Analysts surveyed by Economica.net said they expect an interest rate hike at the monetary board meeting of the National Bank of Romania (BNR) on January 10, possibly of 50bp to 2.25%, and also possibly accompanied by further widening of the interest rate corridor that would push up further the Lombard interest rate.
The rate hike in Poland earlier this week encouraged expectations for a similar move in Bucharest, where the BNR has been more cautious in the process of interest rate normalisation despite quite a similar inflation profile shared with Poland.
In its latest move on November 9, the BNR increased the refinancing rate by 25bp to 1.75%, against consensus expectations for a steeper tightening of the monetary stance.
It also widened the symmetric interest rates corridor, consequently rising the Lombard rate by 50bp to 2.5%, which is likely to have a visible impact on the money market rates.
In the meantime, however, the inflation outlook further deteriorated.
The average consumer prices in Romania rose by 1.8% in October alone, pushed up by higher energy prices, while the annual inflation rate reached 7.9% y/y — a significant 1.6pp advance from 6.3% in September and more importantly above the consensus expectations.
“We expect the National Bank of Romania to increase the key interest rate from 1.75% to 2.25%. We also anticipate the widening of the corridor formed by the interest rates of permanent facilities around the monetary policy interest rate to +/- 1.00 pp, from +/- 0.75 pp now," said Valentin Tataru, chief economist of ING Bank, quoted by Economica.net.
Adrian Codarlasu, vice president of the CFA Romania Association, argued that Poland hiking the rate by 50bp this week to 2.25% sets grounds for an increase in Romania's monetary policy interest rate by 0.5bp as well, compared to the association’s initial expectations for a 0.25bp hike.
He also warned that headline inflation may hit 10% y/y in May-June, judging from the factory-gate inflation of 32% in November.

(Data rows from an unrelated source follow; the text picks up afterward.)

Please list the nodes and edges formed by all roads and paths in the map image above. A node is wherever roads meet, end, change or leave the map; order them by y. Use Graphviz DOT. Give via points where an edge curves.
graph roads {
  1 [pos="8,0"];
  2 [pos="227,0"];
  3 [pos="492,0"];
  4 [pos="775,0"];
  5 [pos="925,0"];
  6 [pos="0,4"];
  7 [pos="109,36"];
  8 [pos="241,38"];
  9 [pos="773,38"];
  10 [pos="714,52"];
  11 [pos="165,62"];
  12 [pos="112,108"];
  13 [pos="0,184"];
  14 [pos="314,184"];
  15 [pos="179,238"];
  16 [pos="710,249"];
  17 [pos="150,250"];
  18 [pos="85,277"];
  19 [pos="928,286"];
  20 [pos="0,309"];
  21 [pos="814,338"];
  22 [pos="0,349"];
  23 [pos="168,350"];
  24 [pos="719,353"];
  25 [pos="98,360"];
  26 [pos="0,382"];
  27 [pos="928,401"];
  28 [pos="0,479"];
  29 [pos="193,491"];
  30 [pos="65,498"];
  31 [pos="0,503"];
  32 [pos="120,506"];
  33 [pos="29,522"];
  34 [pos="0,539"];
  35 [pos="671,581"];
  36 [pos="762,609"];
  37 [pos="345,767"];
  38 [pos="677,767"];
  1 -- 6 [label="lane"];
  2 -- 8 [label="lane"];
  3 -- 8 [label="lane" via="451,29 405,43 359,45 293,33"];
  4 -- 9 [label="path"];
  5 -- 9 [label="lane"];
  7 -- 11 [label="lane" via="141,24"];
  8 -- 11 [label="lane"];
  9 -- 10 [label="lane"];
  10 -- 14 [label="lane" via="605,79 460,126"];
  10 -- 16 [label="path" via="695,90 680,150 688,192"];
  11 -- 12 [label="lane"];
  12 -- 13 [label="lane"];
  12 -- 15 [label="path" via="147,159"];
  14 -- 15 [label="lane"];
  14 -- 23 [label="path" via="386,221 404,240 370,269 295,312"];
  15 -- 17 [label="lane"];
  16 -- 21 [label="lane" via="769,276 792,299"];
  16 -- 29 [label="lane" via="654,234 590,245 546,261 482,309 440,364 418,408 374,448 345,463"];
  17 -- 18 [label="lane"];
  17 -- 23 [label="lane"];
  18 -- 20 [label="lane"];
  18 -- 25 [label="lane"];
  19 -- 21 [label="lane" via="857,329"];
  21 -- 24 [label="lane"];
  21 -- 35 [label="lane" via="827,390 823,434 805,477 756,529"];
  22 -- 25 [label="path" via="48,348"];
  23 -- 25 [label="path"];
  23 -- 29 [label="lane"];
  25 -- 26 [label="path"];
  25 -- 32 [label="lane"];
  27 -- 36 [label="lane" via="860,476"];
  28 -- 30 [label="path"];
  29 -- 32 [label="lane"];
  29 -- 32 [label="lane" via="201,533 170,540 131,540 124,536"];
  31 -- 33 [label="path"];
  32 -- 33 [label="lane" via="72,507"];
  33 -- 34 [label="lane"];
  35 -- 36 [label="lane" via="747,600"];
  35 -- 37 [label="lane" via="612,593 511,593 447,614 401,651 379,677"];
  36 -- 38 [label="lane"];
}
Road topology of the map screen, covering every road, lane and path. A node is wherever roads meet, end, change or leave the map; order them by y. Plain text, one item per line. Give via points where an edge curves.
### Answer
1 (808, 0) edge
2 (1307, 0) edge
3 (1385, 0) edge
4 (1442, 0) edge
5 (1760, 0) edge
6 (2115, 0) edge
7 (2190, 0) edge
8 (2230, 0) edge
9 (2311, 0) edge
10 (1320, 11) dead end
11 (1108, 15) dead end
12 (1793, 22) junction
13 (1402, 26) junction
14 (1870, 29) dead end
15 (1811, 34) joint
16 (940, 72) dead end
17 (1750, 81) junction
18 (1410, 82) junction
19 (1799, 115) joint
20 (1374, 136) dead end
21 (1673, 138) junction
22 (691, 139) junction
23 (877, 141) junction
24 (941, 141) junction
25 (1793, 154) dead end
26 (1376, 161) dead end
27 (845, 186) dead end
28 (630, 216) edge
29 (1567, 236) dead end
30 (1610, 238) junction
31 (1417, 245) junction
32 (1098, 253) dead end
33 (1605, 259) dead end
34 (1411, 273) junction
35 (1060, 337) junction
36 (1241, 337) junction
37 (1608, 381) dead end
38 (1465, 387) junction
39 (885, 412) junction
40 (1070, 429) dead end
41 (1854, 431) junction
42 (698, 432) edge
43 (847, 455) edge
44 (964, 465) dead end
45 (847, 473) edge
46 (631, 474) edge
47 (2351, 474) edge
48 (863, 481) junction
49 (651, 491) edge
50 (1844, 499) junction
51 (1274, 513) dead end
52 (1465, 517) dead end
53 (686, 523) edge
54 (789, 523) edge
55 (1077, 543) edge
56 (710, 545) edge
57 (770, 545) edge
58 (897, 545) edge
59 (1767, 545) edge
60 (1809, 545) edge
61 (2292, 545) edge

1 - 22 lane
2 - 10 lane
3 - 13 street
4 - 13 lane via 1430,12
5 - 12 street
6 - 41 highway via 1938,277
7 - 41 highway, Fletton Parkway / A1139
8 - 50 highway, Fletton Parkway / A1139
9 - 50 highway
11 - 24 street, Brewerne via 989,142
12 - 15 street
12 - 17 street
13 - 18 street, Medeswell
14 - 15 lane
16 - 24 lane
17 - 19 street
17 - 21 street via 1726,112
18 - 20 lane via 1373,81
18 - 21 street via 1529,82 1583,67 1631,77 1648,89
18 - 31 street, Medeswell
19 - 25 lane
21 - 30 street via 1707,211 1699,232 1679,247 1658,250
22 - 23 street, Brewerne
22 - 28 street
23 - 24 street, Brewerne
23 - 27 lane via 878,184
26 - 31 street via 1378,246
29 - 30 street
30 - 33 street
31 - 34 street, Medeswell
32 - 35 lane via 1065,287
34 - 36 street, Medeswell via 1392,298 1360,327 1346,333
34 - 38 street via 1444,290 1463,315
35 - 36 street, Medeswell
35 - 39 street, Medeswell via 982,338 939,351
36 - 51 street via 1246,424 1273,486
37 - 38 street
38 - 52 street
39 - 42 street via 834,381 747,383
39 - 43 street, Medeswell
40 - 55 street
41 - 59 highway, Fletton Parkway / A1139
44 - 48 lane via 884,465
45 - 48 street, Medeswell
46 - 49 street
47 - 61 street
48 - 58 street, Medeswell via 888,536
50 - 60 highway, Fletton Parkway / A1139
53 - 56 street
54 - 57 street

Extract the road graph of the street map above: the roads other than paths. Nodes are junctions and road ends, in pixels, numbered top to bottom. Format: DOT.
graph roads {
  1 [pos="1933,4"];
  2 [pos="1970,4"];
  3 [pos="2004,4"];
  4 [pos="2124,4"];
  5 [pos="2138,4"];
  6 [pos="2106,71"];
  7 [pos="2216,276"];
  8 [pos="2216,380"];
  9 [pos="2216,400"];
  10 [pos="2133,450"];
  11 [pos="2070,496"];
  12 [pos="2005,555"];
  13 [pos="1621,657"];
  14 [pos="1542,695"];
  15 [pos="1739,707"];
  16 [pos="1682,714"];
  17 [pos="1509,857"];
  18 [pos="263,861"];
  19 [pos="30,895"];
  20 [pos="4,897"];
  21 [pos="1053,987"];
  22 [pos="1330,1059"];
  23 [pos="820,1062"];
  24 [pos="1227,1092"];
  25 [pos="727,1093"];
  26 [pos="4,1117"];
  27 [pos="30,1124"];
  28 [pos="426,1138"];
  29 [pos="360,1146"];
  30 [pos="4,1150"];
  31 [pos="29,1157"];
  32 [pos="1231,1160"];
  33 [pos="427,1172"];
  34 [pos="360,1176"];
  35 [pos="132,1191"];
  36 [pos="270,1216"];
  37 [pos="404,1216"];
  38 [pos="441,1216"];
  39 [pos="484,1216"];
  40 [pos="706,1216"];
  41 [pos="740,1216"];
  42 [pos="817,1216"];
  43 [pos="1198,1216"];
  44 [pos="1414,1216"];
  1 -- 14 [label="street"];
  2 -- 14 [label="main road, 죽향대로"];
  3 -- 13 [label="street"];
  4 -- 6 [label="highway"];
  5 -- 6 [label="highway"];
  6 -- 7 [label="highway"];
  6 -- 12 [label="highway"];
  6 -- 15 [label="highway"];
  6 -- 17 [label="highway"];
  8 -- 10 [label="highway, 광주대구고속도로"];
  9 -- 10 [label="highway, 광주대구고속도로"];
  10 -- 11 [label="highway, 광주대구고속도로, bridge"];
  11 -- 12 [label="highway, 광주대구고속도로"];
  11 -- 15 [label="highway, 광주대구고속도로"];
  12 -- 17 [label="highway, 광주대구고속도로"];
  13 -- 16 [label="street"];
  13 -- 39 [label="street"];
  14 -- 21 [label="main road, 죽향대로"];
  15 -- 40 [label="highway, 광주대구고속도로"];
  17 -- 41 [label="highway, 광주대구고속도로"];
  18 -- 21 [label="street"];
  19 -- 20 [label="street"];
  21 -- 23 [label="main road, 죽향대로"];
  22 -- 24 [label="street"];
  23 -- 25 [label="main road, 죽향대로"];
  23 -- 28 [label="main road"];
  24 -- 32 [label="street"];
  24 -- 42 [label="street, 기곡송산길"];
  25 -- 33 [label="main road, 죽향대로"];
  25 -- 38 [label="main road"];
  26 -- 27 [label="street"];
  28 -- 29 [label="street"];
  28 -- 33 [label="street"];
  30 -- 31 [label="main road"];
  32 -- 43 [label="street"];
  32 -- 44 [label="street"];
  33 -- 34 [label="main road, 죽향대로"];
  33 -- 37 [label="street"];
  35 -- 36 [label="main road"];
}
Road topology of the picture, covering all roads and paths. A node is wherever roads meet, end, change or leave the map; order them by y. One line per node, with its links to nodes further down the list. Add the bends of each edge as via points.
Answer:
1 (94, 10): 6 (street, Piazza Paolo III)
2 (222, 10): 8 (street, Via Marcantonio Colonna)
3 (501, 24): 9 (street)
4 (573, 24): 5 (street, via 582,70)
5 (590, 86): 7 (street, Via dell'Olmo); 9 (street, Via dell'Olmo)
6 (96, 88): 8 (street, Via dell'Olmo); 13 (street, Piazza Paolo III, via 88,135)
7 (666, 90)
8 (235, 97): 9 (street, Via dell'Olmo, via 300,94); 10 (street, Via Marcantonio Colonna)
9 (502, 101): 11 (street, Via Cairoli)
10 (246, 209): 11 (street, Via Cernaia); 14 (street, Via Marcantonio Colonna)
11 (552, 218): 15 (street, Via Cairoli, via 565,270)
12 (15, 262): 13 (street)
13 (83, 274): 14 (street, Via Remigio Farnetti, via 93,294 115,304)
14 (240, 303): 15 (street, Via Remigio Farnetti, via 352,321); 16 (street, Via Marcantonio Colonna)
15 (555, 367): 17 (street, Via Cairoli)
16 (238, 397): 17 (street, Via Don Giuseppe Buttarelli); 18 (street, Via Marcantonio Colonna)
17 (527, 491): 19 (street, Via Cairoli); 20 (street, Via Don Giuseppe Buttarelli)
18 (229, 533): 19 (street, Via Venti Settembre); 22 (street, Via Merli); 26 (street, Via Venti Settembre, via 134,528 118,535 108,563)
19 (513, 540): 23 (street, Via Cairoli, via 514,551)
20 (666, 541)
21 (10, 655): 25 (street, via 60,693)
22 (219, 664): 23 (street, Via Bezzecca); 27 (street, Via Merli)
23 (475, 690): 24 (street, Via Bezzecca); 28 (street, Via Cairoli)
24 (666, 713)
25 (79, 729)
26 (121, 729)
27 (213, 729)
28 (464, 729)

Ionut Dumitru, Raiffeisen Bank's chief economist, pointed out that Raiffeisen Bank's forecast envisages a policy interest rate of up to 2.5% by mid-2022 and 3% by the end of 2022.
"We expect the BNR to catch up with colleagues in Central and Eastern Europe and offer a key rate hike of 50bp to 2.25% at the next January 10 interest rate meeting,” he told economica.net.
The excess liquidity after high public spending at the end of the year should support such a decision.